How Uber conquered London

From The Guardian: How Uber conquered London.

Every week in London, 30,000 people download Uber to their phones and order a car for the first time. The technology company, which is worth $60bn, calls this moment “conversion”. Uber has deployed its ride-hailing platform in 400 cities around the world since its launch in San Francisco on 31 May 2010, which means that it enters a new market every five days and eight hours. It sets great store on the first time you use its service, in the same way that Apple pays attention to your first encounter with one of their devices. With Uber, the feeling should be of plenty, and of assurance: there will always be a driver when you need one.

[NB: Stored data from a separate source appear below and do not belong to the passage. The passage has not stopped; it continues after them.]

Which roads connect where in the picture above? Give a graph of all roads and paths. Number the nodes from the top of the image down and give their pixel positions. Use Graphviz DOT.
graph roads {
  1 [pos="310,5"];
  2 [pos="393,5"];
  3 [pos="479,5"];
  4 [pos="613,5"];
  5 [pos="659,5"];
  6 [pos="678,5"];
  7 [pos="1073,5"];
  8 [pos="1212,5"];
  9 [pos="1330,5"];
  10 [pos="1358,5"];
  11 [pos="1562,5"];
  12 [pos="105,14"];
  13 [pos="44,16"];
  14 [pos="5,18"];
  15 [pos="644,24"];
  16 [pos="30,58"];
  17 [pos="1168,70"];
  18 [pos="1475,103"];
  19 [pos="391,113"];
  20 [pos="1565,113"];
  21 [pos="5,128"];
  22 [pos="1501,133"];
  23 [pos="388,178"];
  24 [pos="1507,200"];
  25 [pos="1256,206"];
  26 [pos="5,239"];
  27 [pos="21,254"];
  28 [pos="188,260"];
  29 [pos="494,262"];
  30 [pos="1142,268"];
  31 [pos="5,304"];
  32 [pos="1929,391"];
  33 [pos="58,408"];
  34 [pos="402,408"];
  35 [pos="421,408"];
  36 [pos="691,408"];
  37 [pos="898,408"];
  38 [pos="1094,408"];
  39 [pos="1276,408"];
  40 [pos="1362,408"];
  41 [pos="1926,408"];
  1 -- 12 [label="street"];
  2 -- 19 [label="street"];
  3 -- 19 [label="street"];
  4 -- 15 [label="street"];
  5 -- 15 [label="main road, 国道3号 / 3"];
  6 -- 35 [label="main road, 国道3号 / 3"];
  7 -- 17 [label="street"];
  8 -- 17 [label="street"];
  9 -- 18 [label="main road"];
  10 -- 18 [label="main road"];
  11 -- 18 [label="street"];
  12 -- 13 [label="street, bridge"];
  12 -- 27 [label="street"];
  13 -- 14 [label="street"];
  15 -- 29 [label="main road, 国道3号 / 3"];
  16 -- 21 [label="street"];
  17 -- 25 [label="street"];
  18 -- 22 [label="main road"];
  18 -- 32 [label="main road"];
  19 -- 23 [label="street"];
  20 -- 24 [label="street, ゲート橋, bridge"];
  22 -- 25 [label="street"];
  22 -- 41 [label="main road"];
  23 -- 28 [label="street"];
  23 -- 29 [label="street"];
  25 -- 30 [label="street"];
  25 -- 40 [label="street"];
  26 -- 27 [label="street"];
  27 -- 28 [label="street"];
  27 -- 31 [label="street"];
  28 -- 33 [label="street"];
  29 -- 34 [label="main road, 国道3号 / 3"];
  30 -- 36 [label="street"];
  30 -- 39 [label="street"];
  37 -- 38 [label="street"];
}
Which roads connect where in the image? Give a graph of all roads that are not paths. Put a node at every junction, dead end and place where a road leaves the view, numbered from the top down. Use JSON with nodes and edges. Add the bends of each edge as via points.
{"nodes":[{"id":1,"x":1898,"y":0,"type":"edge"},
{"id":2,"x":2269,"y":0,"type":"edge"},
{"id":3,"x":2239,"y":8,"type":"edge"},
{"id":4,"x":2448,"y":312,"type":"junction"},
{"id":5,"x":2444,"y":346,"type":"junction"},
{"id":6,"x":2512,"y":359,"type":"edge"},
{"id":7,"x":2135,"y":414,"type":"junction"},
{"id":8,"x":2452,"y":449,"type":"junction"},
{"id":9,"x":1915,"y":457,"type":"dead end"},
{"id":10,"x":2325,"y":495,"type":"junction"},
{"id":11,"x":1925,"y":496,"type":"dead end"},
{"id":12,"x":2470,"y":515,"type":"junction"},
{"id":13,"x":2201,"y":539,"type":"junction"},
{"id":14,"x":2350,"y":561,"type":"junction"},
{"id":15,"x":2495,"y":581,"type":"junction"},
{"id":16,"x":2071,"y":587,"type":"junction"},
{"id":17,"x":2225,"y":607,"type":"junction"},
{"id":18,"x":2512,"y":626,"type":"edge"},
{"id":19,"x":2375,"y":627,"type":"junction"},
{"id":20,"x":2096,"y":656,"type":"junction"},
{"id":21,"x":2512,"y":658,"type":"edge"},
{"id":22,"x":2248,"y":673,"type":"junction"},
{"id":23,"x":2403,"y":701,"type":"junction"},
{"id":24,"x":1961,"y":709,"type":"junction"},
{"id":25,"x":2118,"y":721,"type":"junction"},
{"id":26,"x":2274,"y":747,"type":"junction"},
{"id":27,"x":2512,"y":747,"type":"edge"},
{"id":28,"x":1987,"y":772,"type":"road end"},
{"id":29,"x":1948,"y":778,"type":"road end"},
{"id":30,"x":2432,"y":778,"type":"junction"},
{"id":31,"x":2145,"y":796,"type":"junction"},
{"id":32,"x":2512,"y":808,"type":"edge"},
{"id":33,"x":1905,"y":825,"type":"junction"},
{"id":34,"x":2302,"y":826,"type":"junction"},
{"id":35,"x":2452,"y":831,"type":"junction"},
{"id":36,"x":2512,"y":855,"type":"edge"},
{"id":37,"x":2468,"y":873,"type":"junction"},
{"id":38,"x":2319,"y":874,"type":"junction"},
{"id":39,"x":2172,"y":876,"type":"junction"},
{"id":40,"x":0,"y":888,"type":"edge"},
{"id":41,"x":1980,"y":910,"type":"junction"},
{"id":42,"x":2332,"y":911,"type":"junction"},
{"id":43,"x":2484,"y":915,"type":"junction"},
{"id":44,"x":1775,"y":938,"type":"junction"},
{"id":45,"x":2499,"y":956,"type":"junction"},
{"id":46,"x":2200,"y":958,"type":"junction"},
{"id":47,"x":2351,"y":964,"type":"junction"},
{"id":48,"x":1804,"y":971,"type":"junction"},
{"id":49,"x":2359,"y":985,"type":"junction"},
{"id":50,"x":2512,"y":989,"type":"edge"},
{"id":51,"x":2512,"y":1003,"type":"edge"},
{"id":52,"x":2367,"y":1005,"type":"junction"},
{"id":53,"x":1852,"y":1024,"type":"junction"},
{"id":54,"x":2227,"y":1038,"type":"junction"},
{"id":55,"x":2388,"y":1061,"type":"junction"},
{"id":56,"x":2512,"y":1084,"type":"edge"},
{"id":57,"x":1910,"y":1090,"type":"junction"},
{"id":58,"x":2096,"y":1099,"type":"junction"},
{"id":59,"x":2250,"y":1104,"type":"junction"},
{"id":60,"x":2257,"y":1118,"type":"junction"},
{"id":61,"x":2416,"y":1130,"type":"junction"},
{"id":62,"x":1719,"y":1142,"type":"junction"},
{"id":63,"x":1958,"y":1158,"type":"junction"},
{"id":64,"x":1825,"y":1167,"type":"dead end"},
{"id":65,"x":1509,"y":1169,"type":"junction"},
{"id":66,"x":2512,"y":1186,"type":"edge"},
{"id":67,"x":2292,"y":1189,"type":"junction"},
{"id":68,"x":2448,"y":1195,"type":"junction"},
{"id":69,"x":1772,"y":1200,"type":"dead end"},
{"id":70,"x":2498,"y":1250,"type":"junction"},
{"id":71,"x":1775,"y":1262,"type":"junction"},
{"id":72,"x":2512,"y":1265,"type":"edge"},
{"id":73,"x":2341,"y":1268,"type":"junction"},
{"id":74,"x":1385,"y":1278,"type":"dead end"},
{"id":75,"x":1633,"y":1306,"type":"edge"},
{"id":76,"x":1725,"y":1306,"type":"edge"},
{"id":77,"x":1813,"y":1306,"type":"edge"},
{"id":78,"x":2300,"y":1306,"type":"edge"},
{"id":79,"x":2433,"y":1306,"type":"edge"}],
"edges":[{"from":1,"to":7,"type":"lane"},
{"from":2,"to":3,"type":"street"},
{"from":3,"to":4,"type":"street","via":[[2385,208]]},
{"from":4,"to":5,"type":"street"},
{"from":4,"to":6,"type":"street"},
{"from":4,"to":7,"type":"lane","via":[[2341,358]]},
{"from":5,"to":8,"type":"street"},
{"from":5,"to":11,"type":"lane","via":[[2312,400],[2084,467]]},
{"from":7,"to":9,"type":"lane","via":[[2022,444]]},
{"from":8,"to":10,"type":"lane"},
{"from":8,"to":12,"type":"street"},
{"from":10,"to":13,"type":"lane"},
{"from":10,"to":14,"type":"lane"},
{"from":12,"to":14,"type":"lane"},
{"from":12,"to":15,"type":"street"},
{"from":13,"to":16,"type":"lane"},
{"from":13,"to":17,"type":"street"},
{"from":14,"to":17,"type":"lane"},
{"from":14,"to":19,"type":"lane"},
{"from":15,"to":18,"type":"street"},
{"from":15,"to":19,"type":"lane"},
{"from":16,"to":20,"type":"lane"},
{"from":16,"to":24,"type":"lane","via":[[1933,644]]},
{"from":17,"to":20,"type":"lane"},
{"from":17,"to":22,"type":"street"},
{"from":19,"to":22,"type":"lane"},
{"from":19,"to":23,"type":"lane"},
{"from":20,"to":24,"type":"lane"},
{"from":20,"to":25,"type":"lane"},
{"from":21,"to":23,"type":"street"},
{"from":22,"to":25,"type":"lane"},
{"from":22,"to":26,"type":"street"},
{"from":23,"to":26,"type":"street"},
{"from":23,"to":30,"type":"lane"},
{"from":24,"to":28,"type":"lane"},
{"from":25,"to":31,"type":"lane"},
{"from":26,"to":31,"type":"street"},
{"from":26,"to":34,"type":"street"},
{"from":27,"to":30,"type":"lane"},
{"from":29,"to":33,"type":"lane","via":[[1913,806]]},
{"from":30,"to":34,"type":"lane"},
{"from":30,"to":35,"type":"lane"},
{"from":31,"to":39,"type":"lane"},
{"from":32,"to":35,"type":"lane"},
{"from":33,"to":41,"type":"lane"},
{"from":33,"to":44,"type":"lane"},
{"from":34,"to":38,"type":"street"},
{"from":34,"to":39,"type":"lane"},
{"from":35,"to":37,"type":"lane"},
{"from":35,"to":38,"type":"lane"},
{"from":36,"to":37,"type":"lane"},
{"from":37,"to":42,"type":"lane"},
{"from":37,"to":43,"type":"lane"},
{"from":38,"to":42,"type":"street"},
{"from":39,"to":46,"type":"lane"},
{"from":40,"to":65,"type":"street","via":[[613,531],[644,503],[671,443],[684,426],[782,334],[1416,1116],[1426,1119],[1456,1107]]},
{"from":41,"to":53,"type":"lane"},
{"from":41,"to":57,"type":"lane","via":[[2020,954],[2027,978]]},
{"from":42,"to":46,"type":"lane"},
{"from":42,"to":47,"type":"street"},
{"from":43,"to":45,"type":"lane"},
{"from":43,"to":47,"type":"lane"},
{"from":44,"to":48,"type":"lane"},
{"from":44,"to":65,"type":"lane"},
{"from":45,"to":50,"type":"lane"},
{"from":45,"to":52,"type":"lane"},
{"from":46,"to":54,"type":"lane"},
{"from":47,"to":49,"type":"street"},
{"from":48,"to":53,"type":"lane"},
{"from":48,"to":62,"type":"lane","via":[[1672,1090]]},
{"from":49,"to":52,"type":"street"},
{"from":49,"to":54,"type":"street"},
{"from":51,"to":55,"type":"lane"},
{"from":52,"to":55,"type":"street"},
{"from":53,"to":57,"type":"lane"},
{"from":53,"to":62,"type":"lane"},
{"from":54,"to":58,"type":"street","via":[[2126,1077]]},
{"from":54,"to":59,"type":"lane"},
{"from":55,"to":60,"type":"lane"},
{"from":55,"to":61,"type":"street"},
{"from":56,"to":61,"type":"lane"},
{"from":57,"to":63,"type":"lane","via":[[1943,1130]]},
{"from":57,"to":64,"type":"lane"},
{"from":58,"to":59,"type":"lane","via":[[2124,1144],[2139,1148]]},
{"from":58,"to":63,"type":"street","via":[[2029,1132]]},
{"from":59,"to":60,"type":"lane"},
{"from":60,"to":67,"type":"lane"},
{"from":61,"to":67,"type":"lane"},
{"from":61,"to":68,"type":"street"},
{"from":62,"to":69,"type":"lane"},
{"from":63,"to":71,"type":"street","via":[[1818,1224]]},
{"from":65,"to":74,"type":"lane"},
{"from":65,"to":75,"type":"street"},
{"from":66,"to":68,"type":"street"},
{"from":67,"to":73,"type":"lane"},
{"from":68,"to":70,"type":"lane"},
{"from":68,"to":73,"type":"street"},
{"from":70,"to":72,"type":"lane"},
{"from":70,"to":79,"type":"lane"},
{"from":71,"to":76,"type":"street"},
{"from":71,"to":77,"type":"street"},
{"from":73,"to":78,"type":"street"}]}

When you open the app, Uber’s logo flaps briefly before disappearing to reveal the city streets around you, and the grey, yet promising shapes of vehicles nurdling nearby. The sense of abundance that this invokes can make you think that Uber has always been here, that its presence in your neighbourhood is somehow natural and ordained. But that is not the case. To take over a city, Uber flies in a small team, known as “launchers” and hires its first local employee, whose job it is to find drivers and recruit riders. In London, that was a young Scottish banker named Richard Howard. [continue]

This is a long and comprehensive article; a good read altogether. There are even interesting historical notes!

Do you take Uber? It doesn’t exist in my neck of the woods, though I did try it in London. And I must say, it was just wonderful.